Roger Folsom, wearing a hat, hugged his wife, Rebecca, as they learned their house may have been spared from a wildfire.
(Kathryn Scott Osler/Denver Post via Associated Press)
Amid embers, residents escape Colo. wildfire
Roger Folsom, wearing a hat, hugged his wife, Rebecca, as they learned their house may have been spared from a wildfire.
(Kathryn Scott Osler/Denver Post via Associated Press)
BOULDER, Colo. — David Myers knew it was time to leave when he looked into the forest and spotted bright red flames towering skyward. Then came a blinding cloud of smoke and a deafening roar as the fire ripped through the wilderness.
“You can hear just this consumption of fuel, just crackling and burning. And the hardest thing is . . . you couldn’t see it because at the point the smoke was that thick,’’ he said.
Myers was among about 3,500 people who desperately fled the fire after it erupted in a tinder-dry canyon northwest of Boulder on Monday and swallowed up dozens of homes. Residents packed everything they could into their cars and sped down narrow, winding roads to safety, encountering a vicious firestorm that melted the bumper of one couple’s van.
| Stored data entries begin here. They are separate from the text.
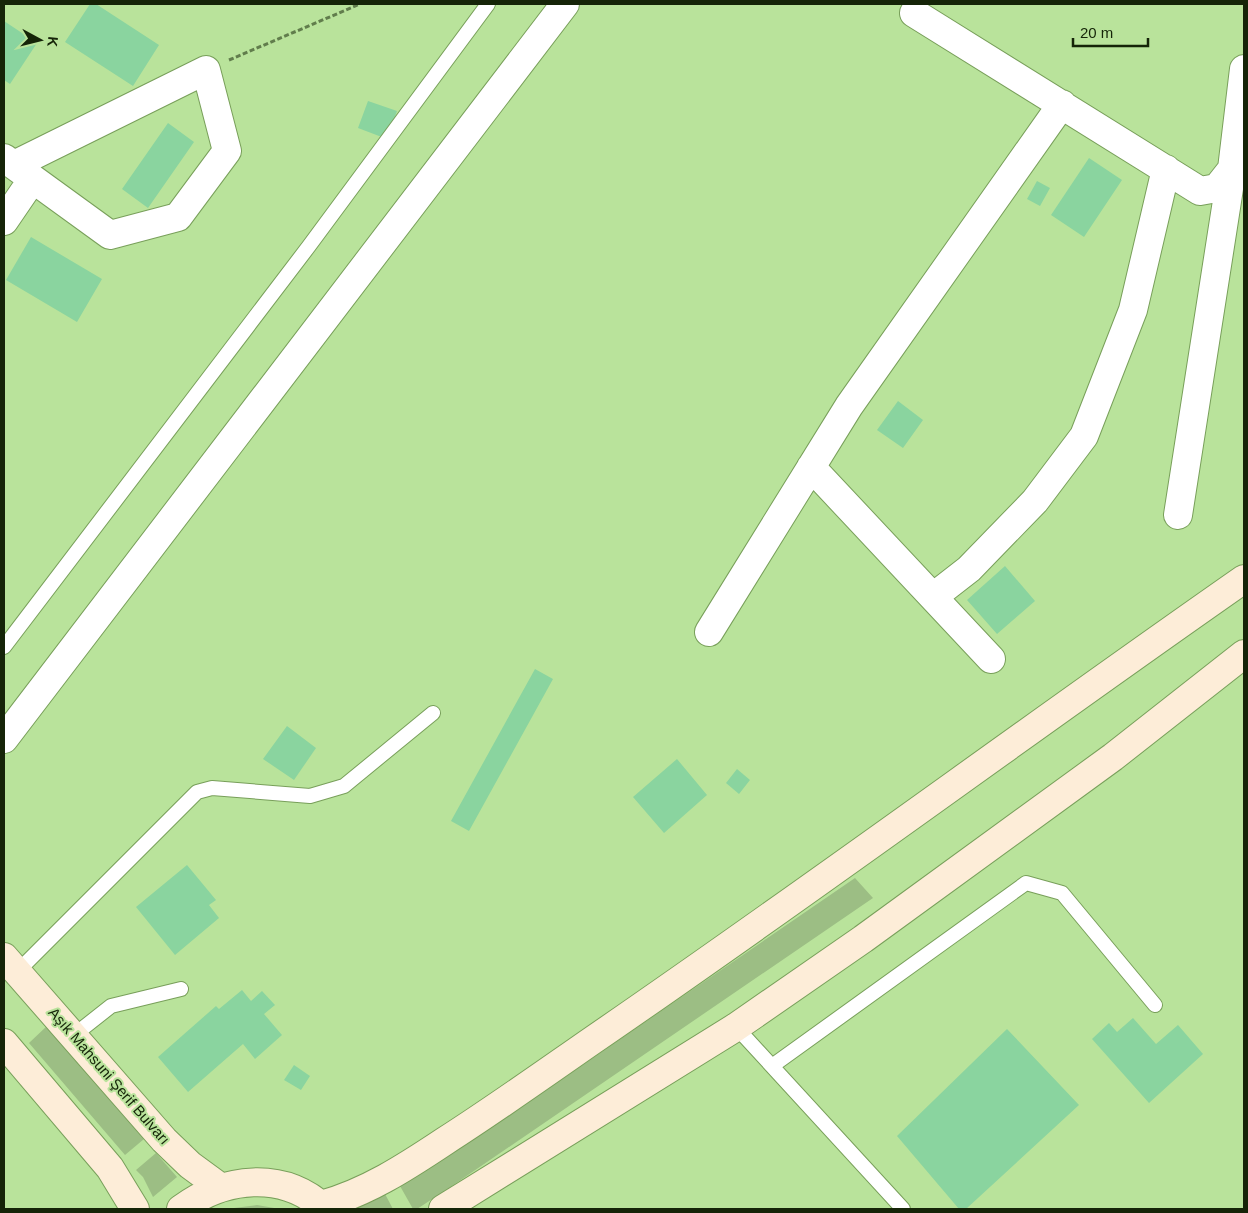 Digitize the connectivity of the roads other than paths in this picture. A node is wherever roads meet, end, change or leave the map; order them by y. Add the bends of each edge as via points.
1 (488, 4) edge
2 (564, 4) edge
3 (910, 7) edge
4 (1244, 68) edge
5 (1062, 104) junction
6 (16, 168) edge
7 (1232, 169) junction
8 (1166, 170) junction
9 (4, 221) edge
10 (811, 467) junction
11 (1178, 515) dead end
12 (1244, 580) edge
13 (933, 597) junction
14 (710, 632) dead end
15 (4, 647) edge
16 (1244, 654) edge
17 (991, 659) dead end
18 (433, 713) dead end
19 (4, 739) edge
20 (10, 964) edge
21 (182, 989) dead end
22 (1155, 1005) dead end
23 (736, 1027) junction
24 (73, 1036) junction
25 (4, 1043) edge
26 (772, 1066) junction
27 (220, 1187) junction
28 (323, 1207) edge
29 (135, 1209) edge
30 (181, 1209) edge
31 (443, 1209) edge
32 (903, 1209) edge

1 - 15 lane via 309,246
2 - 19 street
3 - 5 street
4 - 7 street
5 - 8 street
5 - 10 street via 849,406
6 - 6 street via 110,235 178,217 227,151 206,70
6 - 9 street
7 - 8 street via 1217,188 1200,191
7 - 11 street
8 - 13 street via 1133,310 1084,436 1034,501 970,569
10 - 13 street
10 - 14 street
12 - 28 main road via 1057,709 737,942 458,1133 398,1172
13 - 17 street
16 - 23 main road via 1105,763
18 - 20 lane via 344,786 310,796 212,788 197,792
20 - 24 main road, Aşık Mahsuni Şerif Bulvarı
21 - 24 lane via 111,1006
22 - 26 lane via 1062,893 1026,882
23 - 26 lane
23 - 31 main road
24 - 27 main road, Aşık Mahsuni Şerif Bulvarı via 164,1140
25 - 29 main road via 110,1168
26 - 32 lane
27 - 28 main road via 241,1183 283,1186
27 - 30 main road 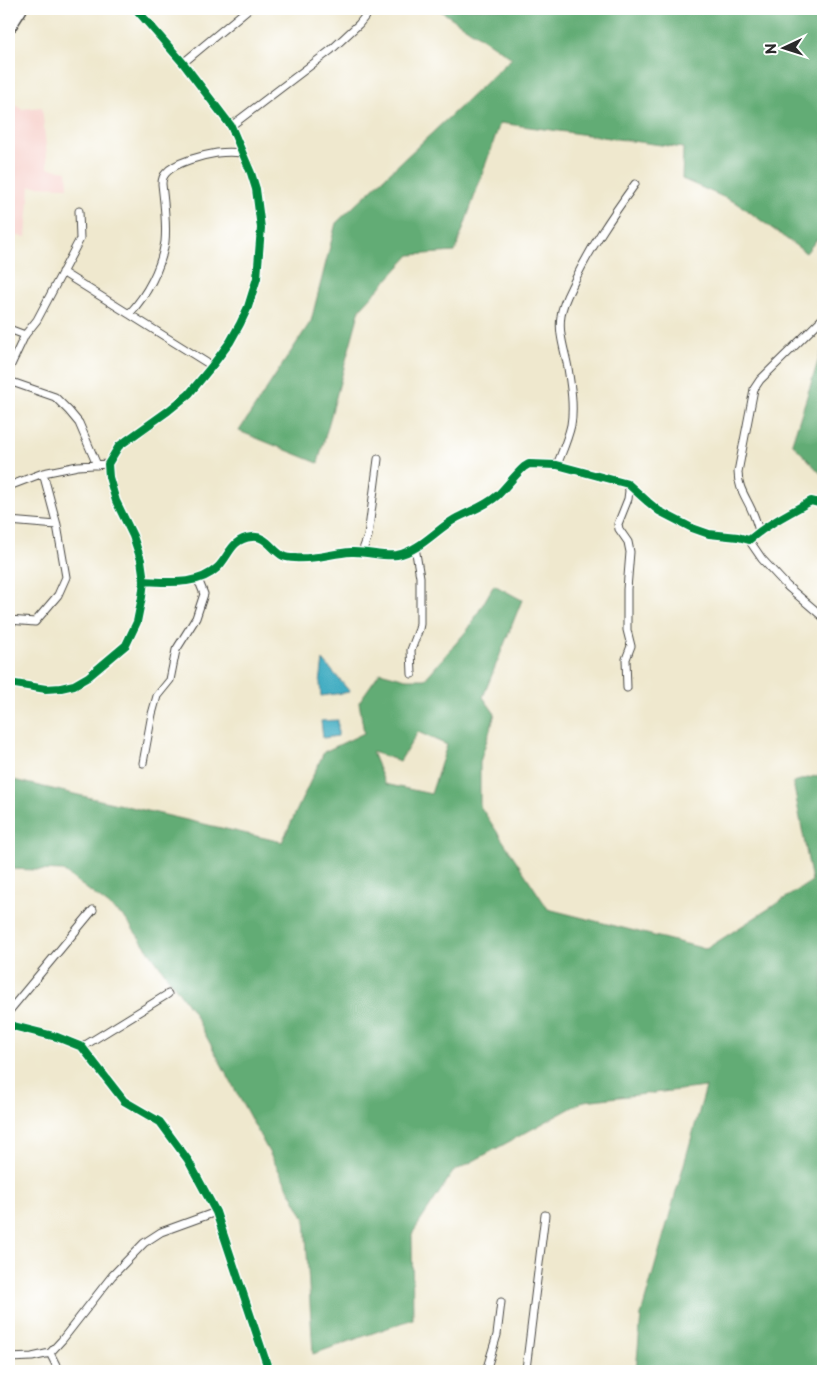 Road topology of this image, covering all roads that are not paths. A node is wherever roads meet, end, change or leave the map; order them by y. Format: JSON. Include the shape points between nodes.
{"nodes":[{"id":1,"x":21,"y":9,"type":"edge"},
{"id":2,"x":136,"y":9,"type":"edge"},
{"id":3,"x":248,"y":9,"type":"edge"},
{"id":4,"x":370,"y":9,"type":"edge"},
{"id":5,"x":9,"y":28,"type":"edge"},
{"id":6,"x":183,"y":63,"type":"junction"},
{"id":7,"x":231,"y":126,"type":"junction"},
{"id":8,"x":242,"y":152,"type":"junction"},
{"id":9,"x":635,"y":184,"type":"dead end"},
{"id":10,"x":79,"y":211,"type":"dead end"},
{"id":11,"x":62,"y":272,"type":"junction"},
{"id":12,"x":129,"y":314,"type":"junction"},
{"id":13,"x":823,"y":318,"type":"edge"},
{"id":14,"x":9,"y":329,"type":"edge"},
{"id":15,"x":25,"y":335,"type":"junction"},
{"id":16,"x":212,"y":366,"type":"junction"},
{"id":17,"x":9,"y":369,"type":"edge"},
{"id":18,"x":9,"y":380,"type":"edge"},
{"id":19,"x":378,"y":459,"type":"dead end"},
{"id":20,"x":108,"y":464,"type":"junction"},
{"id":21,"x":97,"y":465,"type":"junction"},
{"id":22,"x":557,"y":465,"type":"junction"},
{"id":23,"x":43,"y":473,"type":"junction"},
{"id":24,"x":628,"y":484,"type":"junction"},
{"id":25,"x":9,"y":486,"type":"edge"},
{"id":26,"x":823,"y":504,"type":"edge"},
{"id":27,"x":9,"y":521,"type":"edge"},
{"id":28,"x":57,"y":525,"type":"junction"},
{"id":29,"x":759,"y":531,"type":"junction"},
{"id":30,"x":749,"y":540,"type":"junction"},
{"id":31,"x":415,"y":547,"type":"junction"},
{"id":32,"x":362,"y":552,"type":"junction"},
{"id":33,"x":196,"y":580,"type":"junction"},
{"id":34,"x":144,"y":581,"type":"junction"},
{"id":35,"x":823,"y":617,"type":"edge"},
{"id":36,"x":9,"y":620,"type":"edge"},
{"id":37,"x":412,"y":674,"type":"dead end"},
{"id":38,"x":9,"y":683,"type":"edge"},
{"id":39,"x":627,"y":688,"type":"dead end"},
{"id":40,"x":143,"y":763,"type":"dead end"},
{"id":41,"x":94,"y":910,"type":"dead end"},
{"id":42,"x":168,"y":994,"type":"dead end"},
{"id":43,"x":9,"y":1011,"type":"edge"},
{"id":44,"x":9,"y":1025,"type":"edge"},
{"id":45,"x":82,"y":1047,"type":"junction"},
{"id":46,"x":216,"y":1212,"type":"junction"},
{"id":47,"x":545,"y":1215,"type":"dead end"},
{"id":48,"x":501,"y":1302,"type":"dead end"},
{"id":49,"x":50,"y":1354,"type":"junction"},
{"id":50,"x":9,"y":1358,"type":"edge"},
{"id":51,"x":526,"y":1369,"type":"junction"},
{"id":52,"x":59,"y":1371,"type":"edge"},
{"id":53,"x":269,"y":1371,"type":"edge"},
{"id":54,"x":486,"y":1371,"type":"edge"},
{"id":55,"x":499,"y":1371,"type":"edge"},
{"id":56,"x":548,"y":1371,"type":"edge"}],
"edges":[{"from":1,"to":5,"type":"highway"},
{"from":2,"to":6,"type":"street"},
{"from":3,"to":6,"type":"street"},
{"from":4,"to":7,"type":"street","via":[[359,24],[330,50]]},
{"from":6,"to":7,"type":"street"},
{"from":7,"to":8,"type":"street"},
{"from":8,"to":12,"type":"street","via":[[202,156],[177,165],[162,178],[165,218],[160,261],[152,281]]},
{"from":8,"to":16,"type":"street","via":[[256,189],[261,228],[257,278],[240,324]]},
{"from":9,"to":22,"type":"street","via":[[605,226],[580,270],[561,315],[573,406]]},
{"from":10,"to":11,"type":"street","via":[[80,239]]},
{"from":11,"to":12,"type":"street"},
{"from":11,"to":15,"type":"street","via":[[37,320]]},
{"from":12,"to":16,"type":"street"},
{"from":13,"to":29,"type":"street","via":[[754,389],[738,480]]},
{"from":14,"to":15,"type":"street"},
{"from":15,"to":17,"type":"street"},
{"from":16,"to":20,"type":"street","via":[[189,394],[119,446]]},
{"from":18,"to":21,"type":"street","via":[[60,401],[79,423]]},
{"from":19,"to":32,"type":"street","via":[[368,536]]},
{"from":20,"to":21,"type":"street"},
{"from":20,"to":34,"type":"street","via":[[116,501],[141,560]]},
{"from":21,"to":23,"type":"street"},
{"from":22,"to":24,"type":"street"},
{"from":22,"to":31,"type":"street","via":[[524,466],[490,502],[454,520]]},
{"from":23,"to":25,"type":"street"},
{"from":23,"to":28,"type":"street"},
{"from":24,"to":30,"type":"street","via":[[659,511],[684,524],[709,534]]},
{"from":24,"to":39,"type":"street","via":[[628,498],[618,524],[630,552],[627,630],[631,646],[626,659]]},
{"from":26,"to":29,"type":"street","via":[[811,501]]},
{"from":27,"to":28,"type":"street"},
{"from":28,"to":36,"type":"street","via":[[66,577],[58,595],[35,622]]},
{"from":29,"to":30,"type":"street"},
{"from":30,"to":35,"type":"street","via":[[787,586]]},
{"from":31,"to":32,"type":"street","via":[[398,554]]},
{"from":31,"to":37,"type":"street","via":[[420,577],[420,624],[411,650]]},
{"from":32,"to":33,"type":"street","via":[[288,558],[254,536],[235,544],[217,568]]},
{"from":33,"to":34,"type":"street"},
{"from":33,"to":40,"type":"street","via":[[204,594],[196,618],[176,650],[170,680],[157,696]]},
{"from":34,"to":38,"type":"street","via":[[137,622],[126,645],[88,677],[61,688]]},
{"from":41,"to":43,"type":"street"},
{"from":42,"to":45,"type":"street"},
{"from":44,"to":45,"type":"street"},
{"from":45,"to":46,"type":"street","via":[[124,1101],[160,1122],[188,1160]]},
{"from":46,"to":49,"type":"street","via":[[144,1242],[112,1276]]},
{"from":46,"to":53,"type":"street"},
{"from":47,"to":51,"type":"street"},
{"from":48,"to":54,"type":"street","via":[[497,1335]]},
{"from":49,"to":50,"type":"street"},
{"from":49,"to":52,"type":"street"},
{"from":51,"to":55,"type":"street"},
{"from":51,"to":56,"type":"street"}]}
Myers said yesterday that people told him they believed his house was destroyed. Authorities said they have counted at least 63 structures that have been lost based on a survey of half the area burned. It’s unclear how many were homes.
Governor Bill Ritter declared a state of emergency yesterday as officials nearly doubled the fire’s estimated size to more than 7,100 acres, or 11 square miles. At one point the plume from the fire could be seen in Wyoming, 90 miles to the north.
Authorities investigated reports that the fire started when a car crashed into a propane tank.![]()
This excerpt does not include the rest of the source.